Friday Night.

Am I reaching for feeling like we made love?

Perhaps I confuse pleasure with love. 

It’s different than it has ever been with a lover. Normally, the pleasure I’ve felt has been the natural byproduct of sex, of stimulating places rife with nerve endings. 

You give me pleasure that my body cannot produce on its own. 

I cried out the first time that I was in ecstasy and it has only intensified. 

So, you see now that I can’t help it. I love you for what you’ve given me: pleasure unmarred by pain. 

I fear that I may frighten you. I must emphasize that it’s a quiet love. 

It’s not a possessive, romantic love.
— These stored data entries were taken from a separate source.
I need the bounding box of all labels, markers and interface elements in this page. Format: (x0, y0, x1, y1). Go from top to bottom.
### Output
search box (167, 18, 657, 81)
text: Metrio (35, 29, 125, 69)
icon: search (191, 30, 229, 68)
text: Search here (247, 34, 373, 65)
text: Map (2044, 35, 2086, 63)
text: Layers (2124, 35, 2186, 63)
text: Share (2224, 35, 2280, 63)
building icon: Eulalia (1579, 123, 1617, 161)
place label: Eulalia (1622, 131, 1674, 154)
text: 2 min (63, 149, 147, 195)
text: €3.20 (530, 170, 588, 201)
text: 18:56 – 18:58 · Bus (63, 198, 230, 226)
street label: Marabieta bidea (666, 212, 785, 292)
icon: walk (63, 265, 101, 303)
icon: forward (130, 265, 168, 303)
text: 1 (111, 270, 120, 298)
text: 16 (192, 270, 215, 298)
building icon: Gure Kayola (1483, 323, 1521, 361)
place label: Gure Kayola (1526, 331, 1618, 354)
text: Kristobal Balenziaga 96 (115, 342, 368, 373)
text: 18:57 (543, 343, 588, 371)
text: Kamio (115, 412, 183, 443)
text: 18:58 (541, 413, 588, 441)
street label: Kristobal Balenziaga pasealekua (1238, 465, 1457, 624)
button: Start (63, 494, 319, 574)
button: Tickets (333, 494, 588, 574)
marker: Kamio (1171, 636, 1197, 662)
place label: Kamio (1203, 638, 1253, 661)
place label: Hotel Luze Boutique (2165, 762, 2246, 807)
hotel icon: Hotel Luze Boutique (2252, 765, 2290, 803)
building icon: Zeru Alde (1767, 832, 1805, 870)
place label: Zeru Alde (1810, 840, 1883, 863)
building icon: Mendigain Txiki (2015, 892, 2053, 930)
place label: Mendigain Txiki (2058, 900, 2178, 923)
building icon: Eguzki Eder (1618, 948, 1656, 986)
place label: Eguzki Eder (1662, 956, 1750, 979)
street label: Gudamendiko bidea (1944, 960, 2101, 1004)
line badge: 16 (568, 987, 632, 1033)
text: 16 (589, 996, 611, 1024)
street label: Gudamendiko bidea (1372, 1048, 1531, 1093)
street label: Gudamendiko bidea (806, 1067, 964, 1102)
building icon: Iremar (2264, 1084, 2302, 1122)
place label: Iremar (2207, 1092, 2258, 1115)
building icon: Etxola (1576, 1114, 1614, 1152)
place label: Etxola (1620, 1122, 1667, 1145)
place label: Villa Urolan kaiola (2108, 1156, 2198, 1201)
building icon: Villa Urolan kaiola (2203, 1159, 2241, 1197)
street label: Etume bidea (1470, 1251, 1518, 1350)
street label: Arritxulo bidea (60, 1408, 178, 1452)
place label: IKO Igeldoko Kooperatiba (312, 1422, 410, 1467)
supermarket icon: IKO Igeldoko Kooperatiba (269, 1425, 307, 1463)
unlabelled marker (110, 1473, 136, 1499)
I don’t seek to infringe on your lifestyle or restrict your masculinity, a masculinity so delicious, so hot it would be an embarrassment to even try to impose my will upon it. 

It’s a quiet love born out of gratitude for an invaluable gift. I carry it deep within my blooming flower, a woman’s true heart, for life.

If you stay, it will evolve into a quasi-religious devotion to you, my lord. You may be surprised that such a willful girl will gleefully submit to you! Intellectually, you encourage me to spar. The respect you show for my intellect and, naturally, the respect I have for yours only augments my desire to prostrate myself before you in matters of love and sex.